» WHAT YOU ARE ASKED TO DO: Work through the entries below and show every line in which "order" is found.
PROVIDED ENTRIES section start
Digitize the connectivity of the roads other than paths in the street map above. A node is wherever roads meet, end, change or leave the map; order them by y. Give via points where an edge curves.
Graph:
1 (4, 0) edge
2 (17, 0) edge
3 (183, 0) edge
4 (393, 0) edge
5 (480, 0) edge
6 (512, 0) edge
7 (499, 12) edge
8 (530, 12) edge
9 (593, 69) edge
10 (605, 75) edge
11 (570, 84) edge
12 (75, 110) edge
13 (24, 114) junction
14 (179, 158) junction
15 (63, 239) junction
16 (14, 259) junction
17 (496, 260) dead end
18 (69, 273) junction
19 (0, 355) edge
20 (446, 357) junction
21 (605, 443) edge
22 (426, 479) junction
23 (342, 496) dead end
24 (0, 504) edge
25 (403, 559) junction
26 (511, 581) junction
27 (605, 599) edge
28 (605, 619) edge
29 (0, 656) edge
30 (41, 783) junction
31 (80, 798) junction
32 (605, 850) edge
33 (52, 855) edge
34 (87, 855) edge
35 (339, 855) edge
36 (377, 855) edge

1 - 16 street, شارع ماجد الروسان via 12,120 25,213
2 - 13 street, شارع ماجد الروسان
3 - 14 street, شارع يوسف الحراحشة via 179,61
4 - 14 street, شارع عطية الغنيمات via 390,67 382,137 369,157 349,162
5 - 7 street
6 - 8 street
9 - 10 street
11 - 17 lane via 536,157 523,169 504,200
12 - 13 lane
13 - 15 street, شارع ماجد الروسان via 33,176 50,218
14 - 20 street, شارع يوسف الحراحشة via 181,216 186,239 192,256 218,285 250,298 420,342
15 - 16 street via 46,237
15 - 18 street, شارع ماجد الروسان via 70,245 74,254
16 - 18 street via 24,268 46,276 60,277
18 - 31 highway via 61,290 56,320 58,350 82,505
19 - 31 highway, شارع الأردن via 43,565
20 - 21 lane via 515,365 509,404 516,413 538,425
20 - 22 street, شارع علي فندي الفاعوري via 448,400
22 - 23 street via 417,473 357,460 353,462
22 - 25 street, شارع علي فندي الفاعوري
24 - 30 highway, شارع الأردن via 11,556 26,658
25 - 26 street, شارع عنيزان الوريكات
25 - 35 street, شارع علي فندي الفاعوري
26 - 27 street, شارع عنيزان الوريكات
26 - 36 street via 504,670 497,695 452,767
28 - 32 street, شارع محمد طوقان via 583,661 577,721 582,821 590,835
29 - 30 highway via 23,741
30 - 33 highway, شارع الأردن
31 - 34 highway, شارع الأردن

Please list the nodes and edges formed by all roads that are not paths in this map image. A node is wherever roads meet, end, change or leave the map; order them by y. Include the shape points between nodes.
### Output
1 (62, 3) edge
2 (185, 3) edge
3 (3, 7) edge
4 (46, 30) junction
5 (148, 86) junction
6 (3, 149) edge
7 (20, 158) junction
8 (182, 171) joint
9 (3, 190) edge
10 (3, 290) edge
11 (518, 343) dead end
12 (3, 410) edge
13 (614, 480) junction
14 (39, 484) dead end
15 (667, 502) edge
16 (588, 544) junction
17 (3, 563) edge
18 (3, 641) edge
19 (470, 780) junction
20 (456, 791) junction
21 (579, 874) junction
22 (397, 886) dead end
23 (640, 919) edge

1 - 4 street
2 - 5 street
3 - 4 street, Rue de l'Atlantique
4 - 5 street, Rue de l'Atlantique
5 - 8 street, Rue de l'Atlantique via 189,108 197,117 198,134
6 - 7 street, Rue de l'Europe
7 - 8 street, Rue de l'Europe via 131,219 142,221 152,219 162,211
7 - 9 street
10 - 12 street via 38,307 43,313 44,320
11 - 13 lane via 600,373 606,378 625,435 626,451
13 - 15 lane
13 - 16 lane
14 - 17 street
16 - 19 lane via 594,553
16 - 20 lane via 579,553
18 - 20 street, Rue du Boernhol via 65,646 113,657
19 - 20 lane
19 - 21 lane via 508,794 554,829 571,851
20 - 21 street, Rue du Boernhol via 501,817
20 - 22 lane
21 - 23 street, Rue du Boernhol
PROVIDED ENTRIES section end
» RESPONSE AREA:
Digitize the connectivity of the roads other than paths in the street map above. A node is wherever roads meet, end, change or leave the map; order them by y. Give via points where an edge curves.
Please list the nodes and edges formed by all roads that are not paths in this map image. A node is wherever roads meet, end, change or leave the map; order them by y. Include the shape points between nodes.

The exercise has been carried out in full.